Answer: The are both equivalent to $(\exists x Tx)\to (\exists y Ly)$.

Say "If there is a teacher, then there's also a learner."

Given this, I'll vocalize the more convoluted two (actually equivalent) statements implied by it. Firstly,

$\forall x\exists y (Tx\to Ly)$

expresses that for every person $x$, there's another person $y$ such that if $x$ is a teacher, then $y$ is a learner. If $Tx$ holds, then this is clear, because it's dubious what the "teacher" attribute means if nobody is their student (a learner). But I choose an example so that we can conceive a learner being there even if there's no teacher. As in, if everybody else in the world but me died, I'd not be a teacher but I'd still go to the library to learn.

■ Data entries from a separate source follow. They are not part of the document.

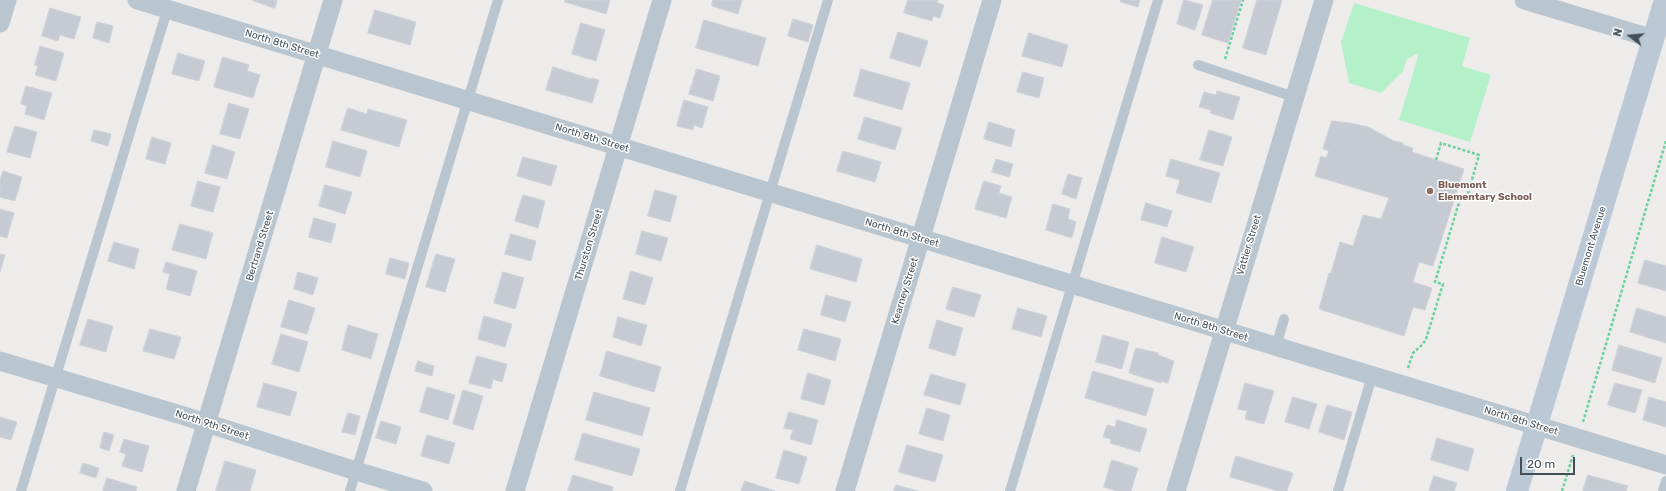 <!DOCTYPE html>
<html>
<head>
<meta charset="utf-8">
<style>
  body { margin:0 }
  #map { position:relative; width:1666px; height:491px; overflow:hidden; background:#eeebeb; font-family:Rubik,sans-serif }
  canvas { display:block }
  .north { position:absolute; left:1610px; top:16px; width:40px; height:40px; -webkit-text-stroke:3px #fff; paint-order:stroke; rotate:286deg; font-size:11px; font-weight:700; line-height:16px; text-align:center; color:#424f59 }
  .north::after { content:''; display:block; margin:auto; width:14px; height:18px; background:#424f59; clip-path:polygon(50% 0,100% 100%,50% 72%,0 100%) }
  .scale { position:absolute; left:1520px; top:457px; width:55px; height:18px; box-sizing:border-box; border:2px solid #424f59; border-top:0; padding-left:5px; font-size:12px; line-height:14px; white-space:nowrap; color:#424f59; -webkit-text-stroke:3px #fff; paint-order:stroke }
</style>
</head>
<body>
<div id="map">
<canvas width="1666" height="491"></canvas>
<div class="north">N</div>
<div class="scale">20 m</div>
</div>
<script>
const g = document.querySelector('canvas').getContext('2d');
g.lineJoin = 'round';
function paint(path, color) {
  g.fillStyle = color;
  g.fill(path, 'evenodd');
}
function stroke(path, color, width, dash) {
  g.strokeStyle = color;
  g.lineWidth = width;
  g.lineCap = dash ? 'butt' : 'round';
  g.setLineDash(dash || []);
  g.stroke(path);
}
function write(font, color, halo, rows, align = 'center') {
  g.font = font + ' Rubik,sans-serif';
  g.lineWidth = 3;
  g.setLineDash([]);
  g.textBaseline = 'middle';
  g.strokeStyle = halo;
  g.fillStyle = color;
  for (const [text, x, y, turn = 0] of rows) {
    g.save();
    g.translate(x, y);
    g.rotate((+turn || 0) * Math.PI / 180);
    g.textAlign = isNaN(turn) ? turn : align;
    if (halo) g.strokeText(text, 0, 0);
    g.fillText(text, 0, 0);
    g.restore();
  }
}
const green = new Path2D(`
  M1354 3 1470 38 1462 66 1491 75 1470 142 1399 120 1419 53 1407 59 1403 71 1381 93 1349 83 1341 42Z`);
const building = new Path2D(`
  M252 0H277L275 8Z
  M565 0H610L606 14 565 2Z
  M713 0H742L738 14 712 6Z
  M908 0H938L937 3 944 5 940 18 933 16 932 21 904 13Z
  M1121 0H1140L1138 7 1121 2Z
  M1184 0 1203 5 1195 30 1177 24Z
  M1213 0H1241L1228 43 1202 35Z
  M1257 0H1282L1266 55 1243 48Z
  M50 8 81 17 74 39 60 35 58 41 42 36Z
  M375 10 416 22 410 45 368 33Z
  M793 19 813 25 808 42 788 36Z
  M704 20 766 38 758 66 696 48Z
  M97 22 113 26 109 43 93 38Z
  M581 23 605 30 596 61 572 54Z
  M898 32 928 41 920 67 890 58Z
  M1029 33 1068 45 1062 67 1022 56Z
  M40 46 64 53 56 81 35 75 38 66 35 65Z
  M178 53 205 61 199 81 172 74Z
  M223 57 249 65 247 71 260 75 253 98 214 87Z
  M553 67 591 79 592 78 599 80 592 103 546 90Z
  M697 69 720 76 713 101 689 94Z
  M861 69 910 83 902 110 854 96Z
  M1023 72 1044 78 1039 98 1017 92Z
  M26 86 52 93 44 120 25 114 27 106 21 104Z
  M1217 91 1240 97 1233 120 1210 113 1211 110 1199 107 1204 92 1216 95Z
  M684 100 708 107 702 128 694 125 693 130 677 126Z
  M229 103 249 109 240 139 220 134Z
  M348 108 367 114 368 109 407 120 399 147 341 130Z
  M865 117 902 128 895 150 858 139Z
  M1332 121 1350 123 1368 127 1394 141 1403 143V145L1413 148 1412 152 1464 169 1433 266 1419 262 1413 282 1432 288 1425 310 1413 307 1404 336 1319 309 1329 273H1331L1340 242 1353 246 1363 215 1381 219 1389 198 1315 176 1321 156 1326 158 1329 151 1323 149Z
  M989 122 1015 130 1011 147 984 139Z
  M15 126 37 132 30 158 7 152Z
  M94 130 111 134 108 146 91 141Z
  M1209 130 1232 137 1223 166 1200 160Z
  M152 137 171 143 165 164 146 159Z
  M333 141 367 151 360 177 326 167Z
  M213 145 235 152 227 179 205 173Z
  M843 151 881 162 875 182 837 171Z
  M523 157 557 166 551 186 517 176Z
  M996 159 1013 164 1009 177 992 172Z
  M1171 159 1220 173 1211 203 1176 193 1180 180 1166 176Z
  M3 171 22 177 15 201 0 197V181Z
  M1068 174 1082 178 1076 199 1062 194Z
  M198 181 220 187 213 212 191 206Z
  M984 181 1001 186 999 193 1012 197 1006 218 975 209Z
  M325 185 352 192 345 214 319 206Z
  M655 190 677 196 670 222 648 216Z
  M523 195 545 201 538 228 515 221Z
  M1146 203 1172 211 1167 227 1141 220Z
  M1053 204 1070 209 1068 219 1076 222 1072 238 1046 230Z
  M0 209 14 213 7 238 0 236Z
  M314 218 336 224 331 243 309 237Z
  M180 224 213 233 206 259 172 250Z
  M642 231 668 238 661 261 636 254Z
  M511 234 536 241 531 261 505 254Z
  M1162 237 1194 247 1186 272 1155 263Z
  M114 242 139 249 134 269 108 261Z
  M817 245 862 259 856 282 810 269Z
  M0 254 5 255 0 272Z
  M436 254 455 259 445 292 426 287Z
  M390 258 409 263 405 279 386 274Z
  M1645 260 1666 266V291L1638 283Z
  M166 262 197 271 190 296 166 289 170 274 163 272Z
  M631 271 653 278 645 305 623 299Z
  M298 272 318 278 313 295 294 289Z
  M503 272 524 278 515 309 494 303Z
  M953 287 981 295 974 317 946 309Z
  M826 295 851 302 845 322 821 315Z
  M289 300 315 308 307 334 281 327Z
  M1018 308 1047 316 1041 337 1012 329Z
  M1637 308 1666 317V343L1630 332Z
  M484 316 512 324 505 347 478 339Z
  M618 317 647 325 641 346 613 337Z
  M88 319 113 326 106 352 80 345Z
  M937 320 963 328 955 356 929 348Z
  M348 325 378 334 371 359 342 350Z
  M150 329 181 337 174 359 143 351Z
  M804 329 841 339 835 361 798 350Z
  M281 334 308 342 299 372 272 364Z
  M1103 335 1129 342 1122 369 1096 362Z
  M1619 345 1662 358 1655 383 1612 370Z
  M1136 348 1159 353 1158 355 1174 361 1168 383 1162 381 1161 383 1129 373Z
  M607 351 661 367 654 392 600 376Z
  M477 356 507 364 502 382 493 379 491 389 469 383Z
  M418 361 434 366 432 376 415 371Z
  M1093 371 1154 389 1146 416 1085 398Z
  M808 373 831 380 824 405 801 399Z
  M931 374 966 384 960 405 924 395Z
  M264 383 297 392 290 416 257 407Z
  M1245 383 1274 391 1264 424 1245 419 1247 411 1238 409Z
  M1615 383 1642 390 1635 413 1608 405Z
  M427 387 455 395 448 420 420 412Z
  M463 390 483 396 473 430 453 424Z
  M594 392 650 408 642 436 586 420Z
  M1293 397 1317 404 1309 429 1285 422Z
  M1649 397 1666 402V427L1643 420Z
  M1327 405 1352 412 1344 440 1319 432Z
  M927 408 950 415 943 441 919 434Z
  M789 412 818 420 811 445 790 439 793 430 784 428Z
  M348 413 360 416 355 435 342 432Z
  M0 417 17 422 11 440 0 437Z
  M1117 420 1147 429 1140 452 1110 443 1111 439 1103 437 1107 425 1115 427Z
  M381 421 401 427 396 444 376 438Z
  M104 432 114 435 109 451 100 448Z
  M583 433 640 449 632 476 575 460Z
  M427 435 455 443 449 464 421 456Z
  M1437 438 1474 449 1468 471 1431 460Z
  M124 439 149 446 142 472 122 466 126 454 120 452Z
  M907 445 943 455 935 482 899 472Z
  M784 450 807 457 799 484 776 478Z
  M1236 456 1293 473 1287 491H1278L1230 477Z
  M1112 460 1138 468 1131 491H1117L1104 487Z
  M225 461 256 470 250 491H216Z
  M83 463 99 468 96 478 80 473Z
  M573 475 613 487 612 491H568Z
  M1588 475 1628 486 1626 491H1583Z
  M1434 476 1457 483 1454 491H1429Z
  M107 478 137 487 136 491H103Z
  M745 481 775 491H741Z
  M896 485 918 491H894Z`);
const path = new Path2D(`
  M1225 59 1243 0
  M1408 368 1413 353 1423 344 1426 339 1443 284 1435 282 1461 196 1467 197 1479 155 1441 143 1436 160
  M1583 422 1666 141
  M1562 491 1573 455`);
const service = new Path2D(`
  M1198 65 1294 97
  M1276 347 1284 319
  M21 491 168 7
  M350 491 498 0
  M680 491 828 0
  M1010 491 1158 0
  M1338 491 1372 376
  M1663 491 1666 481`);
const minor = new Path2D(`
  M137 0 1666 465
  M1524 0 1654 39
  M0 23 7 0
  M0 361 181 415 356 471 423 491
  M186 491 333 0
  M515 491 662 0
  M845 491 992 0
  M1176 491 1324 0`);
const secondary = new Path2D(`
  M1517 491 1665 0`);
const markers = [
  [1430,191,4,"#8d6e63"]
];
const streetNames = [
  ["North 8th Street",282,44,17],
  ["North 8th Street",592,138,17],
  ["North 8th Street",902,233,17],
  ["Thurston Street",589,245,-73],
  ["Vattier Street",1249,245,-73],
  ["Bertrand Street",260,246,-73],
  ["Bluemont Avenue",1591,246,-73],
  ["Kearney Street",905,291,-73],
  ["North 8th Street",1211,327,17],
  ["North 8th Street",1521,421,17],
  ["North 9th Street",212,425,18]
];
const educationNames = [
  ["Bluemont",1438,185],
  ["Elementary School",1438,197]
];
paint(green, '#b4f1c9');
paint(building, '#c6cad2');
stroke(building, '#ced1d8', 1);
stroke(path, '#6ad19a', 2.5, [3, 2]);
stroke(service, '#bac6cf', 10);
stroke(minor, '#bac6cf', 19);
stroke(secondary, '#bbc9d6', 22);
for (const [x, y, r, color] of markers) {
  const dot = new Path2D();
  dot.arc(x, y, r, 0, 2 * Math.PI);
  g.fillStyle = color;
  g.fill(dot);
  stroke(dot, '#fff', 1.5);
}
write('10px', '#424f59', '#fff', streetNames);
write('bold 10px', '#785e54', '#fff', educationNames, 'left');
</script>
</body>
</html>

The original phrasing, now written

$\forall x\exists y (\neg Ly\to \neg Tx)$

is fairly annoying to take apart, because the $Tx$ is at the end. To analyze this we jump to the end and make the distinction: For any given $x$, either $x$ is a teacher or is not. If not, then okay we're done as the conclusion $\neg Tx$ will always hold. As we say there can be a learner without there being a teacher this $\neg Tx$ does not invalidate the case where $Ly$ also holds. Now if on the other hand $Tx$ does hold, then we certainly know that there's some learner in the world ($Ly$, in fact a student), and the implication also holds, now by contradiction with $\neg Ly$.

The other,

$\exists y\forall x (Tx\to Ly)$

expresses that there's person $y$ such that for all persons $x$ does holds that if $x$ is a teacher, then $y$ is a learner. To analyze we ask if there's a teacher at all. If yes, then there's also a learner (again, it's even a student) and so $\exists y Ly$ point blank. Otherwise the implication $Tx\to Ly$ is always trivial also. Lastly, given we have the "big" disjunction regarding $Tx$ here, the analysis of the statement in terms of $\neg Ly\to \neg Tx$ is no different.